━━━━━ Data to examine

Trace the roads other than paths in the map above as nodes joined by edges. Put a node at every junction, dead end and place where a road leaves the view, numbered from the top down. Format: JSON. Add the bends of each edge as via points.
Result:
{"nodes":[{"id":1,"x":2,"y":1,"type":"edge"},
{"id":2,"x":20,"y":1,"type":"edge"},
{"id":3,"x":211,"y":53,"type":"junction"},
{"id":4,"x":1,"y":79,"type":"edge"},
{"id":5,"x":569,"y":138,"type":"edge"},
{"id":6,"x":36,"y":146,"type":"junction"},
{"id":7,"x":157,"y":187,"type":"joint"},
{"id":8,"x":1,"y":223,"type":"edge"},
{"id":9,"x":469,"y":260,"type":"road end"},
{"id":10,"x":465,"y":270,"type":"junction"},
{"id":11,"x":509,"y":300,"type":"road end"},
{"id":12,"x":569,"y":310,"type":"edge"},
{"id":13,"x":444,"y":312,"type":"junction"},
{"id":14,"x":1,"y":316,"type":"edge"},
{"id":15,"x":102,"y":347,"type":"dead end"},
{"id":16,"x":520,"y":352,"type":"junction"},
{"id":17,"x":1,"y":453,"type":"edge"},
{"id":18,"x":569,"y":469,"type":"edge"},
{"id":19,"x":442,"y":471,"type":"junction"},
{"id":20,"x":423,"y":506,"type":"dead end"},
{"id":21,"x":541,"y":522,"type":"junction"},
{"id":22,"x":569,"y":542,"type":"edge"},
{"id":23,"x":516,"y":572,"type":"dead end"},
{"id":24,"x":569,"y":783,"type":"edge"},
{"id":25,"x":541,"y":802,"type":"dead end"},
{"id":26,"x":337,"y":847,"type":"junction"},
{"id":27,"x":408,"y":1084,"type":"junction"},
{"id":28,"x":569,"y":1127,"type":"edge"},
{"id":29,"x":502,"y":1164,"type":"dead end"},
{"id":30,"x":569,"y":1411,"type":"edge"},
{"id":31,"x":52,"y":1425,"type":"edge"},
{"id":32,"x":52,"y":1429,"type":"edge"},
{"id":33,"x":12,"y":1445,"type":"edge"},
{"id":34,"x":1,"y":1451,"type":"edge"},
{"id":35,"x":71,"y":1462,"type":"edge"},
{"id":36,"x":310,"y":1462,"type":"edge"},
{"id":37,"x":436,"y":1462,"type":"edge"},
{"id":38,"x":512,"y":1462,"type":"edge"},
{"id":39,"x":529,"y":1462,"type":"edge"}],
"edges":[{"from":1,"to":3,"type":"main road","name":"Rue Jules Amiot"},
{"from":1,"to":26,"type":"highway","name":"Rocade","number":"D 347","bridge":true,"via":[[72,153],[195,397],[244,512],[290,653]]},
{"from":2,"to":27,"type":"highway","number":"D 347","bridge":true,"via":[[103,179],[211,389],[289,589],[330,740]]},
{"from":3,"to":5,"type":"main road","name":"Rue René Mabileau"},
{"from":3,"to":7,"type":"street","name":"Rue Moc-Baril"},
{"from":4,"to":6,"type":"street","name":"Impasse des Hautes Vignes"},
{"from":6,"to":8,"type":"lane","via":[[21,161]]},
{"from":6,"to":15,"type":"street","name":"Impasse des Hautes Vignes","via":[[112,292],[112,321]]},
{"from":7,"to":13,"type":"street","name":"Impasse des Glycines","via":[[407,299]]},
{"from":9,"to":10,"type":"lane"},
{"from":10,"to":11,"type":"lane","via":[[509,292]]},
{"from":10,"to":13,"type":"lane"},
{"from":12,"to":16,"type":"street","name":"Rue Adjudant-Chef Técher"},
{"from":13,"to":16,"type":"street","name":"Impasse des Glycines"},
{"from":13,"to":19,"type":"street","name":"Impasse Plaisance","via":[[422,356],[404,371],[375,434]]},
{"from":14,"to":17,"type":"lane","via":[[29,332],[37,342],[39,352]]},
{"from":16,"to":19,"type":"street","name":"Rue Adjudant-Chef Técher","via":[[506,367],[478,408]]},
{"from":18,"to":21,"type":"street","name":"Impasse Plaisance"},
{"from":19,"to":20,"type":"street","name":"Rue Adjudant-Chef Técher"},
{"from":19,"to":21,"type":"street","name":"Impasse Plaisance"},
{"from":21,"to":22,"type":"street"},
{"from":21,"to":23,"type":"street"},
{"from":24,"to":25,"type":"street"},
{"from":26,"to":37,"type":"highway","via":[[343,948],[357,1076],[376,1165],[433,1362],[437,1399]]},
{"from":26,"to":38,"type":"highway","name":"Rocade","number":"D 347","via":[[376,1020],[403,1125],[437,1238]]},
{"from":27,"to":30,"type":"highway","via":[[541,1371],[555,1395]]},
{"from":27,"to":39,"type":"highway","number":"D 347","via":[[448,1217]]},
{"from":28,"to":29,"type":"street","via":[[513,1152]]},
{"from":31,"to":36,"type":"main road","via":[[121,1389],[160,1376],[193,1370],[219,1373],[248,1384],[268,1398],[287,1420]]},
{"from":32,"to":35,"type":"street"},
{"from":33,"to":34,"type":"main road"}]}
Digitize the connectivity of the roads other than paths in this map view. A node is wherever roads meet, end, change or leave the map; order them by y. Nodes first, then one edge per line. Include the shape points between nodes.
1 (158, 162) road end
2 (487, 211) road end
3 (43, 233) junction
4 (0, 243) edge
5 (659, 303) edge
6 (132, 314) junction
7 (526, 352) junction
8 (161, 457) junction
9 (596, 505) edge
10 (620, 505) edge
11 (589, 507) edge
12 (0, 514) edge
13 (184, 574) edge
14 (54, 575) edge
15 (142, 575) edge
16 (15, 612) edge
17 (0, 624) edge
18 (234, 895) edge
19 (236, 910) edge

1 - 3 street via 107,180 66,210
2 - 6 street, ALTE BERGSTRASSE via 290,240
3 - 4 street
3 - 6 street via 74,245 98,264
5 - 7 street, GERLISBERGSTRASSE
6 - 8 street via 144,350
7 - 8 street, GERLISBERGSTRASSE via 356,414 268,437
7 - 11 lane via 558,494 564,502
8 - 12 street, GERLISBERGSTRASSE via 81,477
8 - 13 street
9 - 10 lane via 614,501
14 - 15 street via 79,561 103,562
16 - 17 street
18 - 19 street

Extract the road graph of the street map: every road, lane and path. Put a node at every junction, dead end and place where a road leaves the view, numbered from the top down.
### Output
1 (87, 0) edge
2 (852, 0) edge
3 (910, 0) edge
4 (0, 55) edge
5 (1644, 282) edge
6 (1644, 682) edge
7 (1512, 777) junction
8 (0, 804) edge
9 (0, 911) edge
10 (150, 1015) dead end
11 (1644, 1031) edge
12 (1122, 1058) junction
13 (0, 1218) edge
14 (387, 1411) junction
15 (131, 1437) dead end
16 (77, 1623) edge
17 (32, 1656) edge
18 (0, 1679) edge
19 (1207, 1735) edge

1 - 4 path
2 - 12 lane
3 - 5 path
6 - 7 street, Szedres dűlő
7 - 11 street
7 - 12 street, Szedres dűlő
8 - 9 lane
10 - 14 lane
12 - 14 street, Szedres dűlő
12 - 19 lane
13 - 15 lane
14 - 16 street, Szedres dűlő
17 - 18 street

━━━━━━━━━━

◆ Prompt:
Each line of the data must be written out exactly as it appears.

◆ Task answer:
Trace the roads other than paths in the map above as nodes joined by edges. Put a node at every junction, dead end and place where a road leaves the view, numbered from the top down. Format: JSON. Add the bends of each edge as via points.
Result:
{"nodes":[{"id":1,"x":2,"y":1,"type":"edge"},
{"id":2,"x":20,"y":1,"type":"edge"},
{"id":3,"x":211,"y":53,"type":"junction"},
{"id":4,"x":1,"y":79,"type":"edge"},
{"id":5,"x":569,"y":138,"type":"edge"},
{"id":6,"x":36,"y":146,"type":"junction"},
{"id":7,"x":157,"y":187,"type":"joint"},
{"id":8,"x":1,"y":223,"type":"edge"},
{"id":9,"x":469,"y":260,"type":"road end"},
{"id":10,"x":465,"y":270,"type":"junction"},
{"id":11,"x":509,"y":300,"type":"road end"},
{"id":12,"x":569,"y":310,"type":"edge"},
{"id":13,"x":444,"y":312,"type":"junction"},
{"id":14,"x":1,"y":316,"type":"edge"},
{"id":15,"x":102,"y":347,"type":"dead end"},
{"id":16,"x":520,"y":352,"type":"junction"},
{"id":17,"x":1,"y":453,"type":"edge"},
{"id":18,"x":569,"y":469,"type":"edge"},
{"id":19,"x":442,"y":471,"type":"junction"},
{"id":20,"x":423,"y":506,"type":"dead end"},
{"id":21,"x":541,"y":522,"type":"junction"},
{"id":22,"x":569,"y":542,"type":"edge"},
{"id":23,"x":516,"y":572,"type":"dead end"},
{"id":24,"x":569,"y":783,"type":"edge"},
{"id":25,"x":541,"y":802,"type":"dead end"},
{"id":26,"x":337,"y":847,"type":"junction"},
{"id":27,"x":408,"y":1084,"type":"junction"},
{"id":28,"x":569,"y":1127,"type":"edge"},
{"id":29,"x":502,"y":1164,"type":"dead end"},
{"id":30,"x":569,"y":1411,"type":"edge"},
{"id":31,"x":52,"y":1425,"type":"edge"},
{"id":32,"x":52,"y":1429,"type":"edge"},
{"id":33,"x":12,"y":1445,"type":"edge"},
{"id":34,"x":1,"y":1451,"type":"edge"},
{"id":35,"x":71,"y":1462,"type":"edge"},
{"id":36,"x":310,"y":1462,"type":"edge"},
{"id":37,"x":436,"y":1462,"type":"edge"},
{"id":38,"x":512,"y":1462,"type":"edge"},
{"id":39,"x":529,"y":1462,"type":"edge"}],
"edges":[{"from":1,"to":3,"type":"main road","name":"Rue Jules Amiot"},
{"from":1,"to":26,"type":"highway","name":"Rocade","number":"D 347","bridge":true,"via":[[72,153],[195,397],[244,512],[290,653]]},
{"from":2,"to":27,"type":"highway","number":"D 347","bridge":true,"via":[[103,179],[211,389],[289,589],[330,740]]},
{"from":3,"to":5,"type":"main road","name":"Rue René Mabileau"},
{"from":3,"to":7,"type":"street","name":"Rue Moc-Baril"},
{"from":4,"to":6,"type":"street","name":"Impasse des Hautes Vignes"},
{"from":6,"to":8,"type":"lane","via":[[21,161]]},
{"from":6,"to":15,"type":"street","name":"Impasse des Hautes Vignes","via":[[112,292],[112,321]]},
{"from":7,"to":13,"type":"street","name":"Impasse des Glycines","via":[[407,299]]},
{"from":9,"to":10,"type":"lane"},
{"from":10,"to":11,"type":"lane","via":[[509,292]]},
{"from":10,"to":13,"type":"lane"},
{"from":12,"to":16,"type":"street","name":"Rue Adjudant-Chef Técher"},
{"from":13,"to":16,"type":"street","name":"Impasse des Glycines"},
{"from":13,"to":19,"type":"street","name":"Impasse Plaisance","via":[[422,356],[404,371],[375,434]]},
{"from":14,"to":17,"type":"lane","via":[[29,332],[37,342],[39,352]]},
{"from":16,"to":19,"type":"street","name":"Rue Adjudant-Chef Técher","via":[[506,367],[478,408]]},
{"from":18,"to":21,"type":"street","name":"Impasse Plaisance"},
{"from":19,"to":20,"type":"street","name":"Rue Adjudant-Chef Técher"},
{"from":19,"to":21,"type":"street","name":"Impasse Plaisance"},
{"from":21,"to":22,"type":"street"},
{"from":21,"to":23,"type":"street"},
{"from":24,"to":25,"type":"street"},
{"from":26,"to":37,"type":"highway","via":[[343,948],[357,1076],[376,1165],[433,1362],[437,1399]]},
{"from":26,"to":38,"type":"highway","name":"Rocade","number":"D 347","via":[[376,1020],[403,1125],[437,1238]]},
{"from":27,"to":30,"type":"highway","via":[[541,1371],[555,1395]]},
{"from":27,"to":39,"type":"highway","number":"D 347","via":[[448,1217]]},
{"from":28,"to":29,"type":"street","via":[[513,1152]]},
{"from":31,"to":36,"type":"main road","via":[[121,1389],[160,1376],[193,1370],[219,1373],[248,1384],[268,1398],[287,1420]]},
{"from":32,"to":35,"type":"street"},
{"from":33,"to":34,"type":"main road"}]}
Digitize the connectivity of the roads other than paths in this map view. A node is wherever roads meet, end, change or leave the map; order them by y. Nodes first, then one edge per line. Include the shape points between nodes.
1 (158, 162) road end
2 (487, 211) road end
3 (43, 233) junction
4 (0, 243) edge
5 (659, 303) edge
6 (132, 314) junction
7 (526, 352) junction
8 (161, 457) junction
9 (596, 505) edge
10 (620, 505) edge
11 (589, 507) edge
12 (0, 514) edge
13 (184, 574) edge
14 (54, 575) edge
15 (142, 575) edge
16 (15, 612) edge
17 (0, 624) edge
18 (234, 895) edge
19 (236, 910) edge

1 - 3 street via 107,180 66,210
2 - 6 street, ALTE BERGSTRASSE via 290,240
3 - 4 street
3 - 6 street via 74,245 98,264
5 - 7 street, GERLISBERGSTRASSE
6 - 8 street via 144,350
7 - 8 street, GERLISBERGSTRASSE via 356,414 268,437
7 - 11 lane via 558,494 564,502
8 - 12 street, GERLISBERGSTRASSE via 81,477
8 - 13 street
9 - 10 lane via 614,501
14 - 15 street via 79,561 103,562
16 - 17 street
18 - 19 street

Extract the road graph of the street map: every road, lane and path. Put a node at every junction, dead end and place where a road leaves the view, numbered from the top down.
### Output
1 (87, 0) edge
2 (852, 0) edge
3 (910, 0) edge
4 (0, 55) edge
5 (1644, 282) edge
6 (1644, 682) edge
7 (1512, 777) junction
8 (0, 804) edge
9 (0, 911) edge
10 (150, 1015) dead end
11 (1644, 1031) edge
12 (1122, 1058) junction
13 (0, 1218) edge
14 (387, 1411) junction
15 (131, 1437) dead end
16 (77, 1623) edge
17 (32, 1656) edge
18 (0, 1679) edge
19 (1207, 1735) edge

1 - 4 path
2 - 12 lane
3 - 5 path
6 - 7 street, Szedres dűlő
7 - 11 street
7 - 12 street, Szedres dűlő
8 - 9 lane
10 - 14 lane
12 - 14 street, Szedres dűlő
12 - 19 lane
13 - 15 lane
14 - 16 street, Szedres dűlő
17 - 18 street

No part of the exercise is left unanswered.